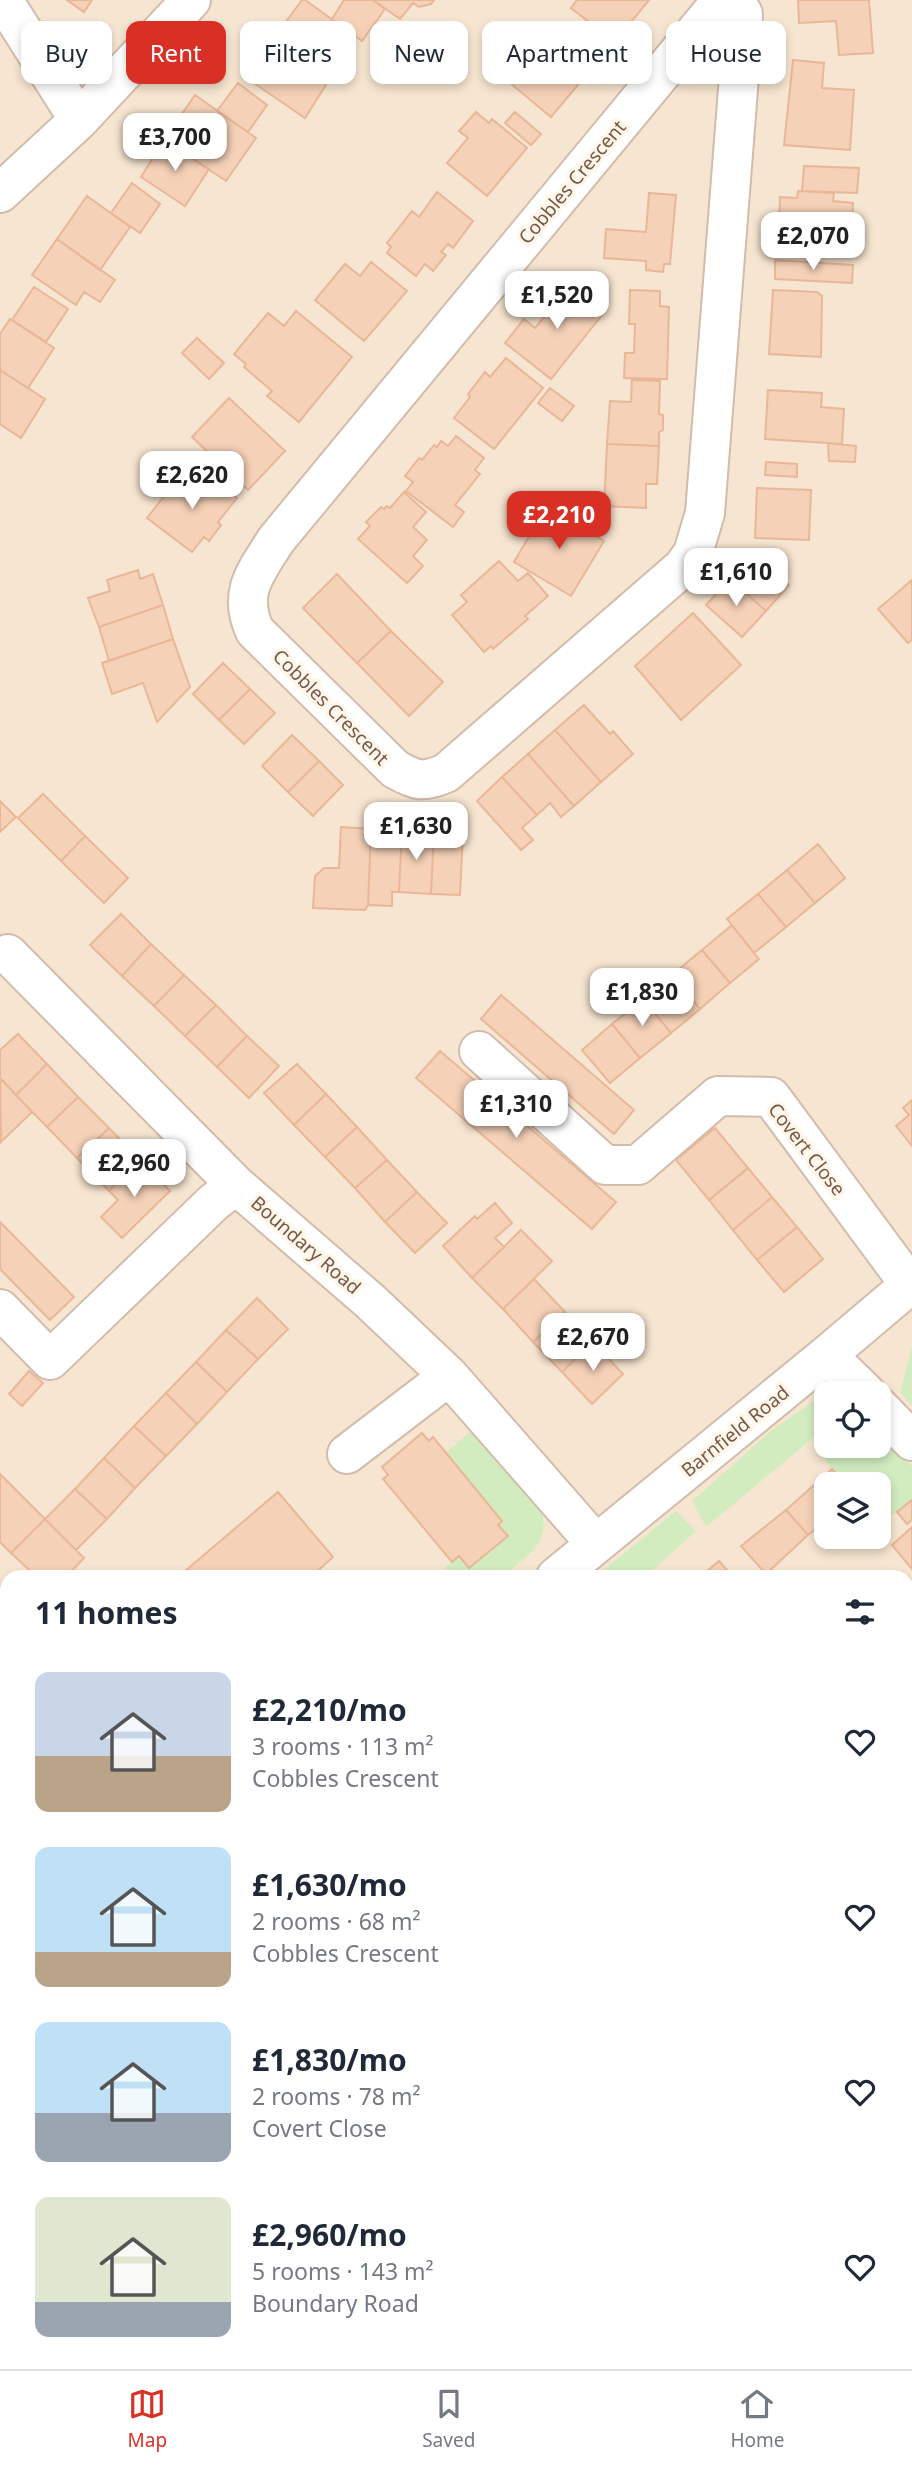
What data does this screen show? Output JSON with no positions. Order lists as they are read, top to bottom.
{
  "streets": {
    "street": [
      "Cobbles Crescent",
      "Covert Close",
      "Boundary Road",
      "Barnfield Road"
    ]
  },
  "crossings": [
    ["Covert Close", "Barnfield Road"],
    ["Boundary Road", "Barnfield Road"]
  ],
  "page": {
    "chip": [
      "Buy",
      "Rent",
      "Filters",
      "New",
      "Apartment",
      "House"
    ],
    "price": [
      "£3,700",
      "£2,070",
      "£1,520",
      "£2,620",
      "£2,210",
      "£1,610",
      "£1,630",
      "£1,830",
      "£1,310",
      "£2,960",
      "£2,670"
    ],
    "heading": "11 homes",
    "list": [
      {
        "name": "£2,210/mo",
        "note": "3 rooms · 113 m² · Cobbles Crescent"
      },
      {
        "name": "£1,630/mo",
        "note": "2 rooms · 68 m² · Cobbles Crescent"
      },
      {
        "name": "£1,830/mo",
        "note": "2 rooms · 78 m² · Covert Close"
      },
      {
        "name": "£2,960/mo",
        "note": "5 rooms · 143 m² · Boundary Road"
      }
    ],
    "tabs": ["Map", "Saved", "Home"]
  }
}
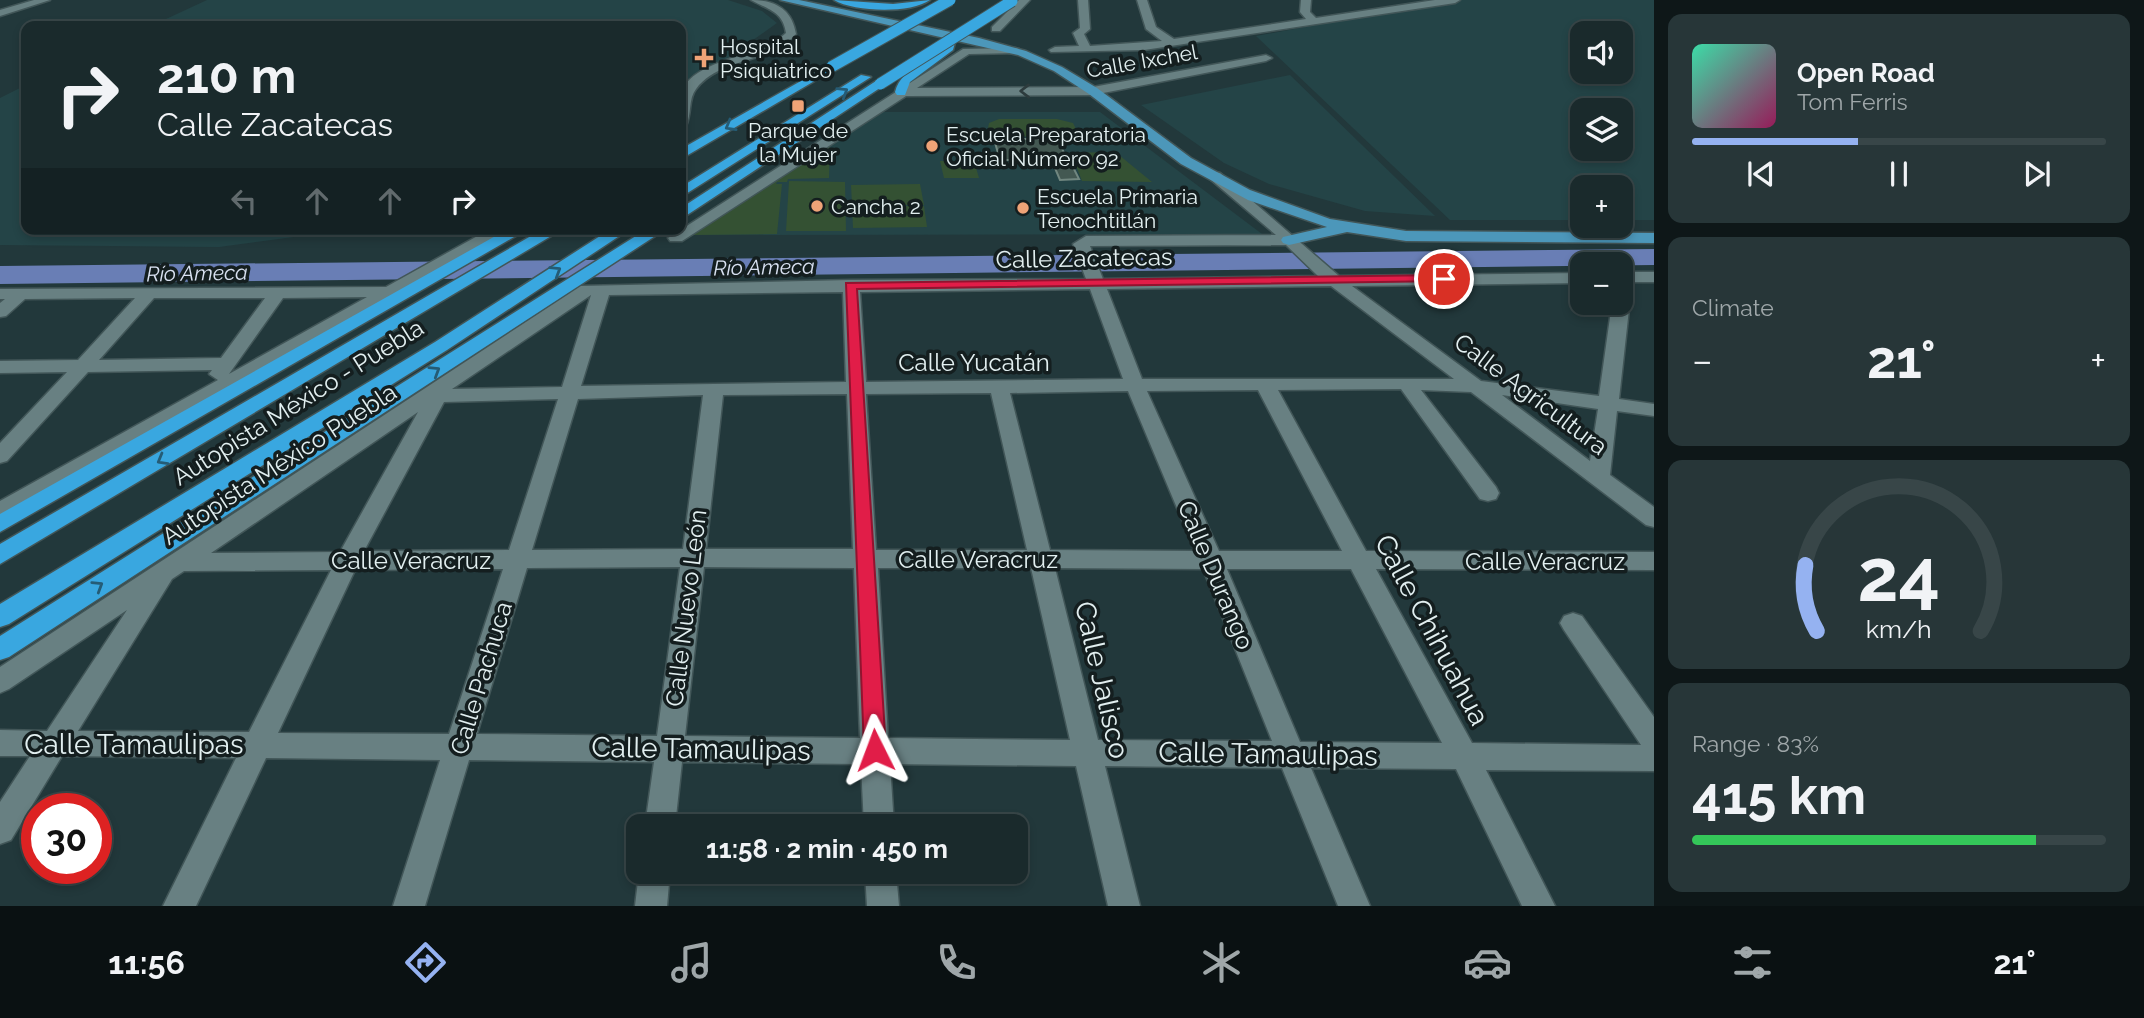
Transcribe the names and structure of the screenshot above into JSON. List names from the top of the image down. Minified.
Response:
{"streets":{"highway":["Autopista México - Puebla","Autopista México Puebla"],"street":["Calle Ixchel","Calle Zacatecas","Calle Yucatán","Calle Agricultura","Calle Veracruz","Calle Durango","Calle Nuevo León","Calle Chihuahua","Calle Pachuca","Calle Jalisco","Calle Tamaulipas"]},"crossings":[["Calle Zacatecas","Calle Agricultura"],["Calle Zacatecas","Autopista México Puebla"],["Calle Zacatecas","Calle Durango"],["Calle Zacatecas","Calle Pachuca"],["Calle Yucatán","Calle Agricultura"],["Calle Yucatán","Autopista México Puebla"],["Calle Yucatán","Calle Durango"],["Calle Yucatán","Calle Nuevo León"],["Calle Yucatán","Calle Chihuahua"],["Calle Yucatán","Calle Pachuca"],["Calle Yucatán","Calle Jalisco"],["Calle Agricultura","Calle Durango"],["Autopista México Puebla","Calle Veracruz"],["Autopista México Puebla","Calle Pachuca"],["Calle Veracruz","Calle Durango"],["Calle Veracruz","Calle Nuevo León"],["Calle Veracruz","Calle Chihuahua"],["Calle Veracruz","Calle Pachuca"],["Calle Veracruz","Calle Jalisco"],["Calle Durango","Calle Tamaulipas"],["Calle Nuevo León","Calle Tamaulipas"],["Calle Chihuahua","Calle Tamaulipas"],["Calle Pachuca","Calle Tamaulipas"],["Calle Jalisco","Calle Tamaulipas"]],"water":["Río Ameca"],"places":{"health":["Hospital Psiquiatrico"],"transit":["Parque de la Mujer"],"other":["Escuela Preparatoria Oficial Número 92","Cancha 2","Escuela Primaria Tenochtitlán"]},"page":{"map_buttons":["+","−"],"turn":["210 m","Calle Zacatecas"],"song":["Open Road","Tom Ferris"],"tile":["Climate",["Range · 83%","415 km"]],"heat":["−","21°","+"],"limit":"30","trip":"11:58 · 2 min · 450 m","tabs":["11:56","21°"],"gauge":["24","km/h"]}}
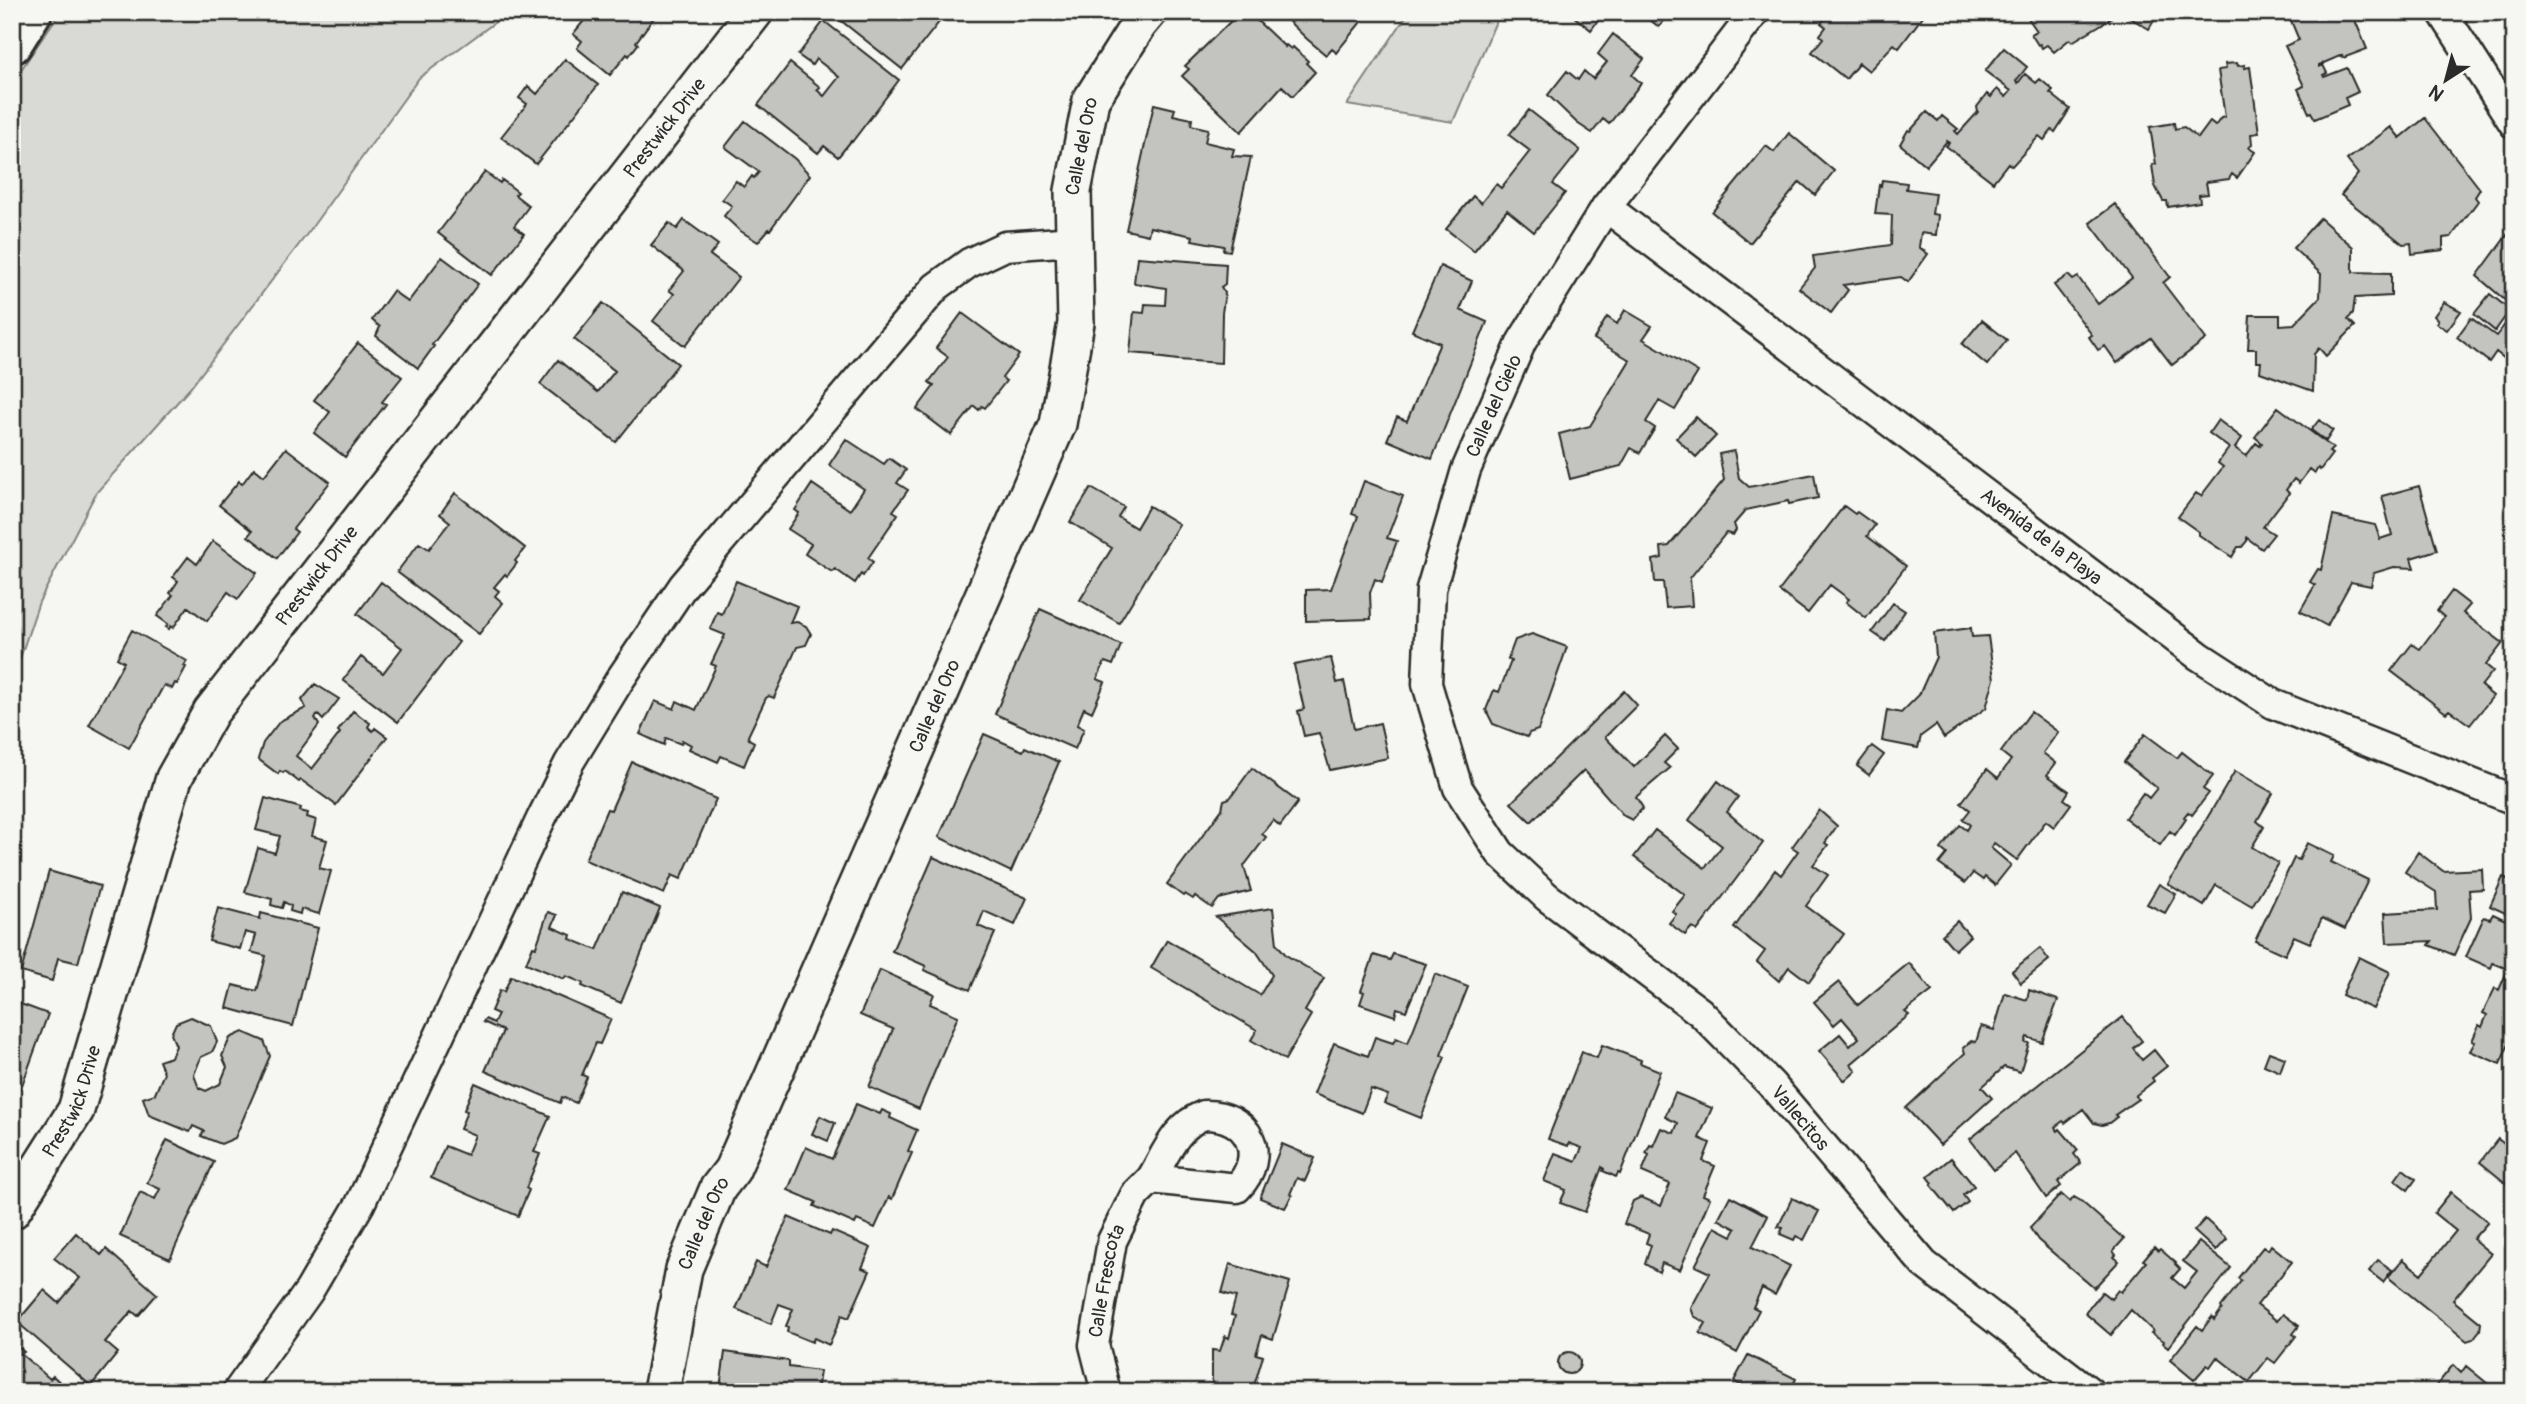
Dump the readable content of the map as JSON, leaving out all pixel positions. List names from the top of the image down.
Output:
{
  "streets": {
    "street": [
      "Prestwick Drive",
      "Calle del Oro",
      "Calle del Cielo",
      "Avenida de la Playa",
      "Vallecitos",
      "Calle Frescota"
    ]
  },
  "crossings": [
    ["Calle del Cielo", "Avenida de la Playa"],
    ["Calle del Cielo", "Vallecitos"]
  ],
  "north": "bottom left"
}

__What the exercise asks__: Repeat every record above exactly, except the pictures.

__Exercise solution__:
What data does this screen show? Output JSON with no positions. Order lists as they are read, top to bottom.
{
  "streets": {
    "street": [
      "Cobbles Crescent",
      "Covert Close",
      "Boundary Road",
      "Barnfield Road"
    ]
  },
  "crossings": [
    ["Covert Close", "Barnfield Road"],
    ["Boundary Road", "Barnfield Road"]
  ],
  "page": {
    "chip": [
      "Buy",
      "Rent",
      "Filters",
      "New",
      "Apartment",
      "House"
    ],
    "price": [
      "£3,700",
      "£2,070",
      "£1,520",
      "£2,620",
      "£2,210",
      "£1,610",
      "£1,630",
      "£1,830",
      "£1,310",
      "£2,960",
      "£2,670"
    ],
    "heading": "11 homes",
    "list": [
      {
        "name": "£2,210/mo",
        "note": "3 rooms · 113 m² · Cobbles Crescent"
      },
      {
        "name": "£1,630/mo",
        "note": "2 rooms · 68 m² · Cobbles Crescent"
      },
      {
        "name": "£1,830/mo",
        "note": "2 rooms · 78 m² · Covert Close"
      },
      {
        "name": "£2,960/mo",
        "note": "5 rooms · 143 m² · Boundary Road"
      }
    ],
    "tabs": ["Map", "Saved", "Home"]
  }
}
Transcribe the names and structure of the screenshot above into JSON. List names from the top of the image down. Minified.
Response:
{"streets":{"highway":["Autopista México - Puebla","Autopista México Puebla"],"street":["Calle Ixchel","Calle Zacatecas","Calle Yucatán","Calle Agricultura","Calle Veracruz","Calle Durango","Calle Nuevo León","Calle Chihuahua","Calle Pachuca","Calle Jalisco","Calle Tamaulipas"]},"crossings":[["Calle Zacatecas","Calle Agricultura"],["Calle Zacatecas","Autopista México Puebla"],["Calle Zacatecas","Calle Durango"],["Calle Zacatecas","Calle Pachuca"],["Calle Yucatán","Calle Agricultura"],["Calle Yucatán","Autopista México Puebla"],["Calle Yucatán","Calle Durango"],["Calle Yucatán","Calle Nuevo León"],["Calle Yucatán","Calle Chihuahua"],["Calle Yucatán","Calle Pachuca"],["Calle Yucatán","Calle Jalisco"],["Calle Agricultura","Calle Durango"],["Autopista México Puebla","Calle Veracruz"],["Autopista México Puebla","Calle Pachuca"],["Calle Veracruz","Calle Durango"],["Calle Veracruz","Calle Nuevo León"],["Calle Veracruz","Calle Chihuahua"],["Calle Veracruz","Calle Pachuca"],["Calle Veracruz","Calle Jalisco"],["Calle Durango","Calle Tamaulipas"],["Calle Nuevo León","Calle Tamaulipas"],["Calle Chihuahua","Calle Tamaulipas"],["Calle Pachuca","Calle Tamaulipas"],["Calle Jalisco","Calle Tamaulipas"]],"water":["Río Ameca"],"places":{"health":["Hospital Psiquiatrico"],"transit":["Parque de la Mujer"],"other":["Escuela Preparatoria Oficial Número 92","Cancha 2","Escuela Primaria Tenochtitlán"]},"page":{"map_buttons":["+","−"],"turn":["210 m","Calle Zacatecas"],"song":["Open Road","Tom Ferris"],"tile":["Climate",["Range · 83%","415 km"]],"heat":["−","21°","+"],"limit":"30","trip":"11:58 · 2 min · 450 m","tabs":["11:56","21°"],"gauge":["24","km/h"]}}
Dump the readable content of the map as JSON, leaving out all pixel positions. List names from the top of the image down.
Output:
{
  "streets": {
    "street": [
      "Prestwick Drive",
      "Calle del Oro",
      "Calle del Cielo",
      "Avenida de la Playa",
      "Vallecitos",
      "Calle Frescota"
    ]
  },
  "crossings": [
    ["Calle del Cielo", "Avenida de la Playa"],
    ["Calle del Cielo", "Vallecitos"]
  ],
  "north": "bottom left"
}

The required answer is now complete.